The container has a docker volume for the DB at /opt/couchdb/data, which can be mapped to any location on the host by launching it like this:

sudo docker run -d -p 5984:5984 --name dragnet_couchdb -v /some/path/on/host:/opt/couchdb/data dragnet/couchdb

Importing documents

Currently only supports a directory of NACP dump consisting of JSON and HTML pairs:

python3 utils/load.py path/to/dump_dir -u username -p password -e http://endpoint:port -d declarations -c 8 -C 300 -S state_file

This will run import in 8 processes of 300 chunks max per each concurrently against the "declarations" CouchDB database at specified endpoint with corresponding credentials with the dump as a first argument. Additionally -P option may be used to purge the DB prior to import.

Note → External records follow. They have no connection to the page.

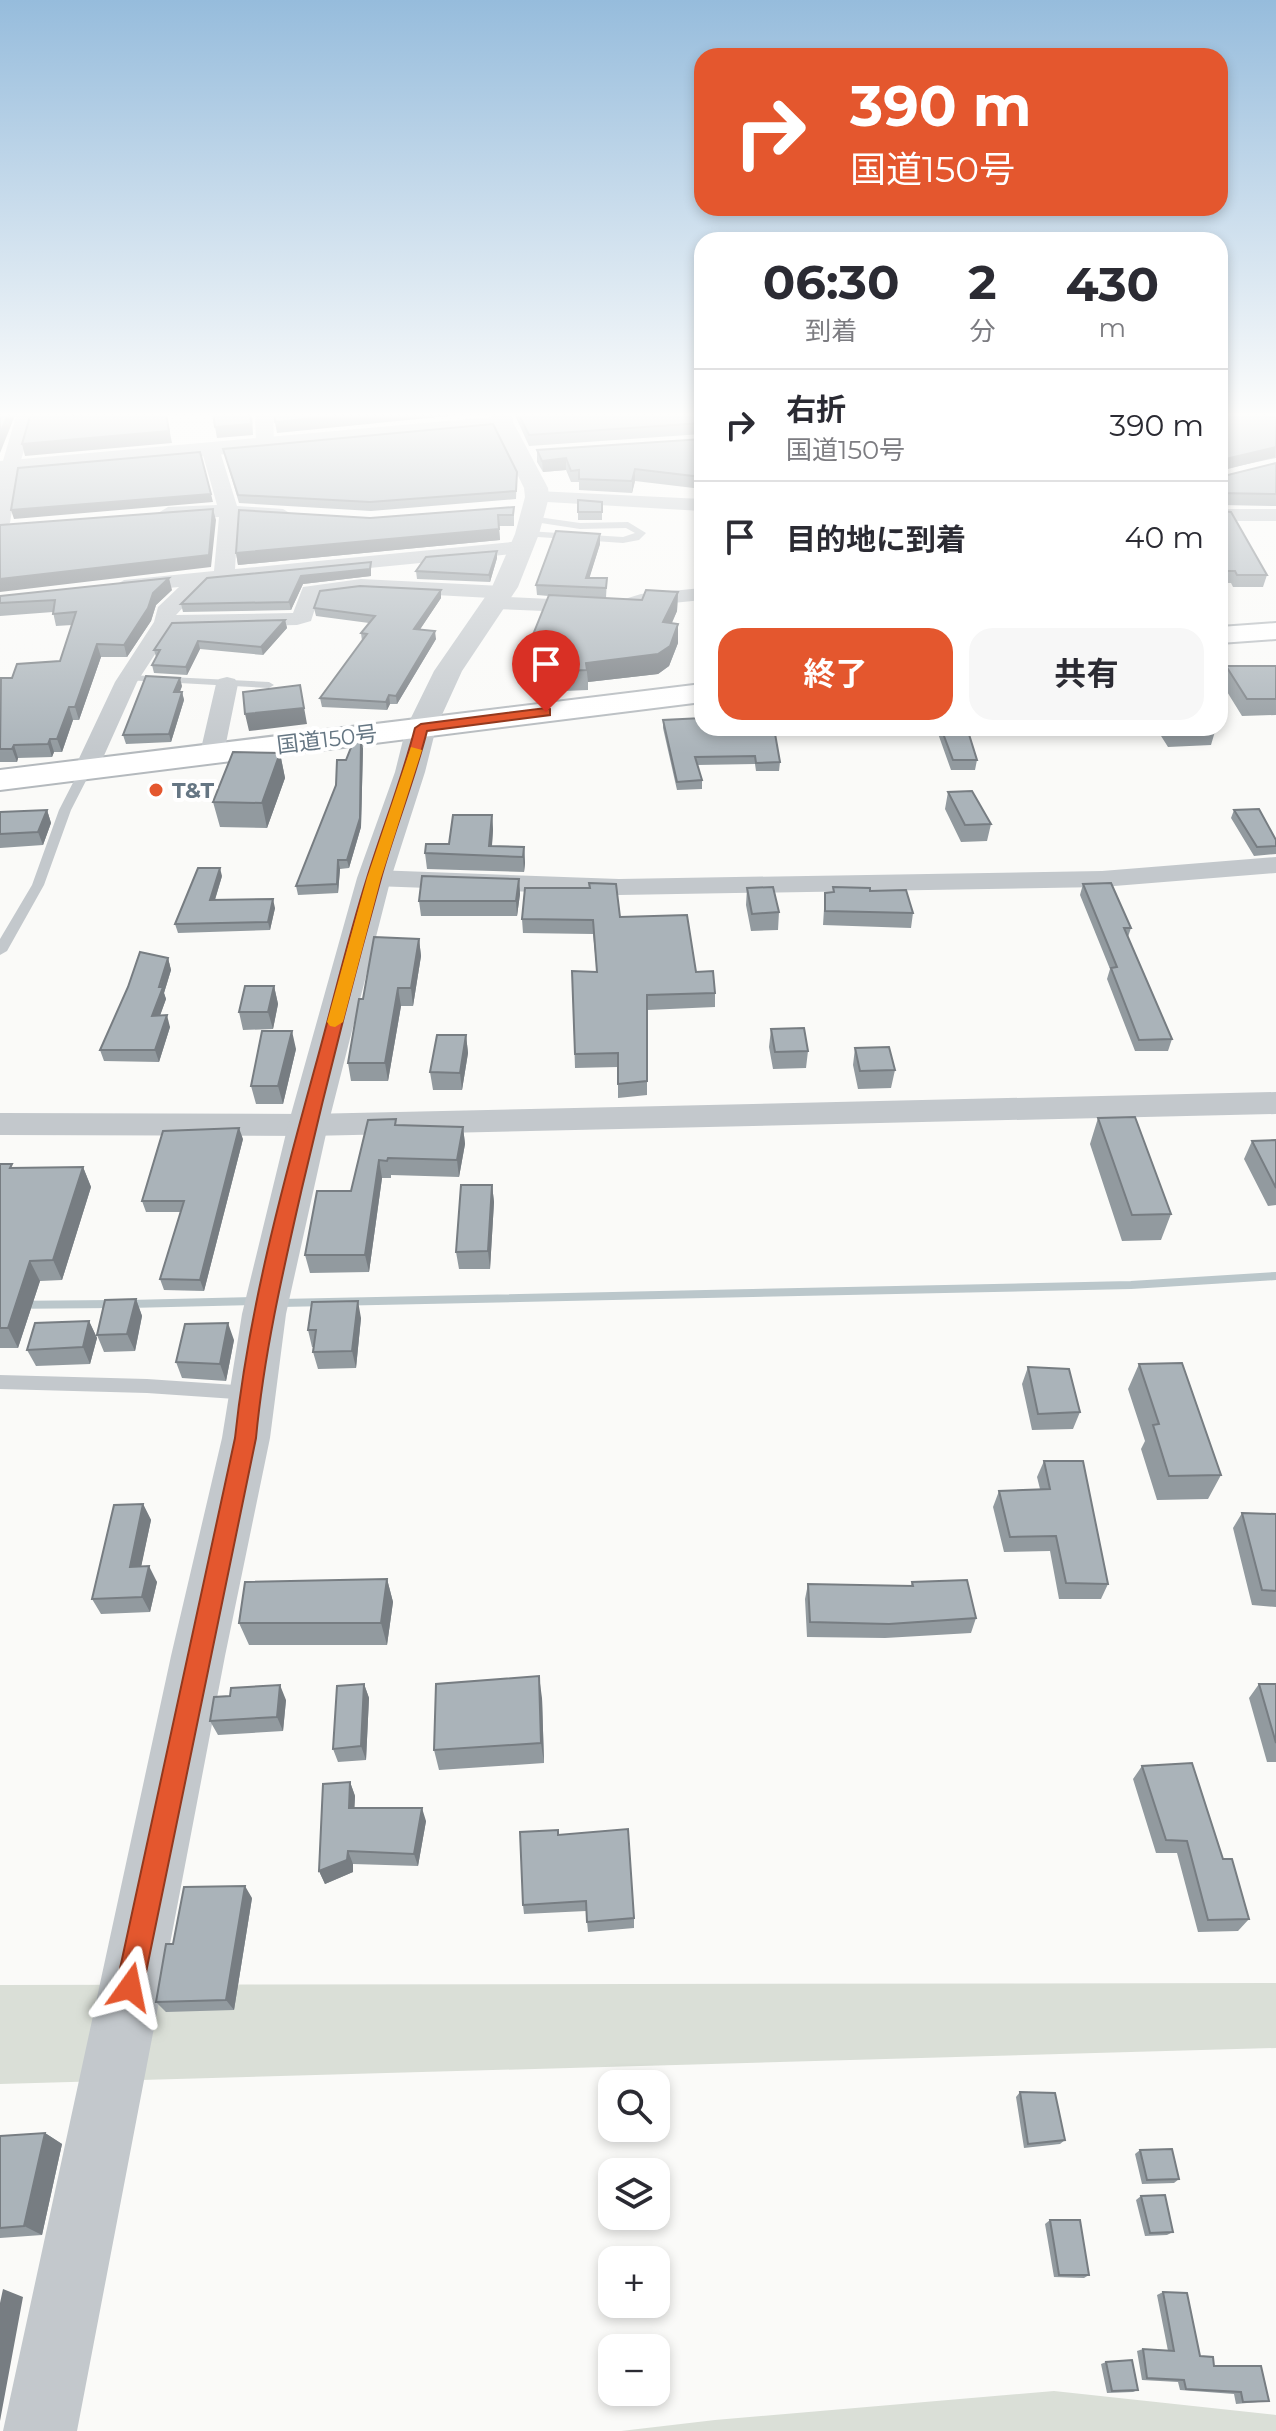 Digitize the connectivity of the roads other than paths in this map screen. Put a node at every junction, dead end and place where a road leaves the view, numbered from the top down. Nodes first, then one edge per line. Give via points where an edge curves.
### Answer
1 (228, 526) edge
2 (499, 526) edge
3 (528, 526) edge
4 (557, 526) edge
5 (630, 526) edge
6 (224, 575) junction
7 (201, 577) junction
8 (108, 587) edge
9 (694, 595) edge
10 (498, 598) junction
11 (165, 622) junction
12 (1276, 631) edge
13 (1228, 634) edge
14 (129, 678) junction
15 (227, 684) junction
16 (269, 685) edge
17 (694, 694) edge
18 (421, 728) junction
19 (212, 753) junction
20 (86, 769) junction
21 (0, 780) edge
22 (1276, 865) edge
23 (374, 878) junction
24 (0, 951) edge
25 (1276, 1103) edge
26 (0, 1124) edge
27 (308, 1125) junction
28 (0, 1382) edge
29 (250, 1393) junction
30 (40, 2431) edge

1 - 6 street
2 - 6 street
3 - 10 street
4 - 5 lane via 623,540 641,533
6 - 7 street
7 - 8 street
7 - 11 street via 166,612
9 - 10 street via 617,608
10 - 11 street via 361,585 310,591 303,616 297,619
10 - 18 street via 448,671
11 - 14 street
12 - 13 highway
14 - 15 lane
14 - 20 street
15 - 16 lane
15 - 19 street
17 - 18 highway, 国道150号
18 - 19 highway, 国道150号
18 - 23 street
19 - 20 highway, 国道150号
20 - 21 highway, 国道150号
20 - 24 lane via 38,885
22 - 23 street via 1102,879 634,887
23 - 27 street
25 - 27 street
26 - 27 street
27 - 29 street via 266,1300
28 - 29 lane
29 - 30 street via 246,1438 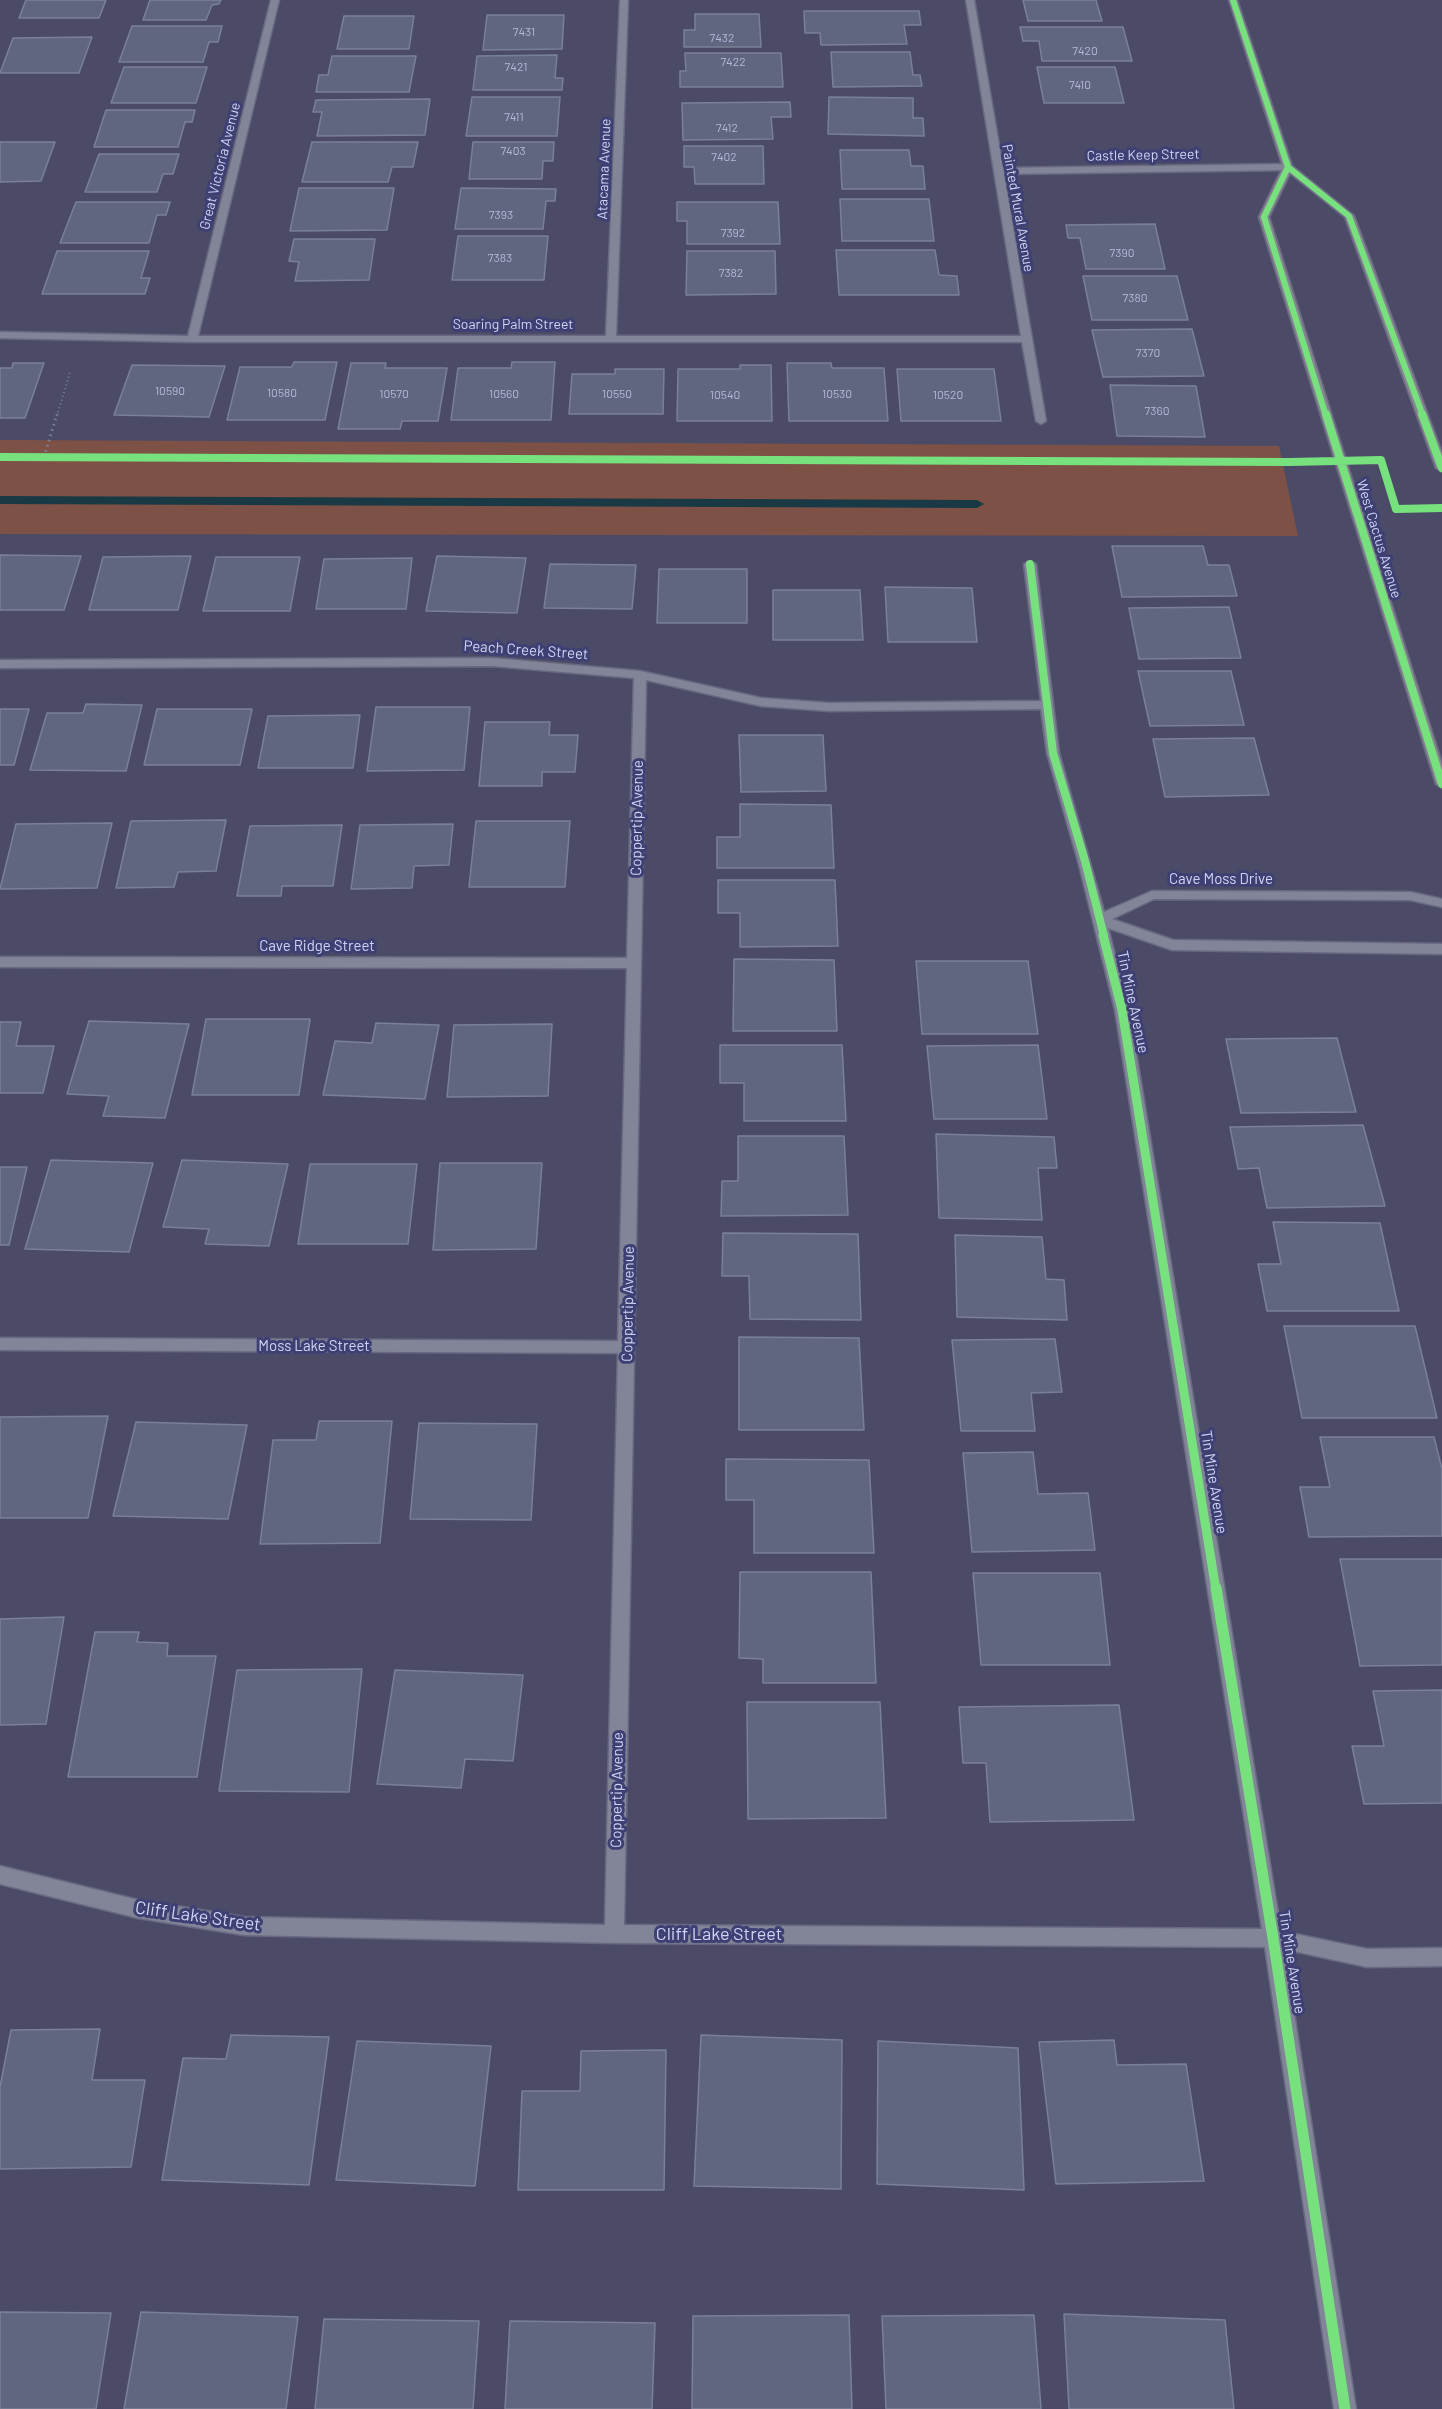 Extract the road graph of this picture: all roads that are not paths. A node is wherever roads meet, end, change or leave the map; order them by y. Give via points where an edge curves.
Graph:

The general recommendation for the -c and -C params is to have slightly more concurrency than available (hyper)cores as there's high chance of workers waiting on I/O. Chunks, however, depend on the processing power.

If state file is passed with -S argument the IDs of all the imported document will be written into it for later usage.

Adding views with map/reduce functions

Reference functions (currently only map stage) are available in data/reference directory in this repository.

In order to add a function (and create a design document for it) please use the following helper script:

python3 utils/addview.py data/reference/income_map_function.coffee -u username -p password -d declarations -D reference -v read_income -l coffeescript

This will create a "reference" design document on the "declarations" DB with a "read_income" view, containing a map function provided in data/reference/income_map_function.coffee file, compiling it from CoffeeScript on the fly.

Supported -l (language) values are currently "javascript" (for the default couchjs/SpiderMonkey), "chakra" (for couch-chakra/ChakraCore), which supports ES6 natively and "coffeescript" (transpiles into ES5 and runs on couchjs). Benchmark docker image also allows "python", "pypy" and "erlang".

Exporting views

Currently exporting views to CSV files is supported using the following script:

python3 utils/export.py ddoc_name view_name -u username -p password -o /path/to/output.csv

However, this won't map CSV columns to the data. Use execution profiles for this.

Pump

Documents and view processing results can be pumped into a different data storage (currently only ElasticSearch is supported), e.g.:

python3 utils/pump.py results_filename -u username -p password -e http://endpoint:port -d declarations -E http://elasticsearch:port -i index -t doctype -m id_match_field -c doc_container_field -S state_file

This will pump processing results from the corresponding CouchDB database, while matching with a results_filename file (typically CSV from export and/or merge) and update existing documents in the destination storage matched by id_match_field into the doc_container_field of every document. Documents will always be "upserted" hence it's generally safe to "repump" the same results.

Currently pump requires last imported state file passed with -S argument. This is generated by load.py.

Execution profiles

All of the above except the data import step can be automated using the execution profiles. Profiles are JSON files describing steps ("runner", "exporter", "merger", "pump") and options for them. See data/profiles/aggregated.json for a good example.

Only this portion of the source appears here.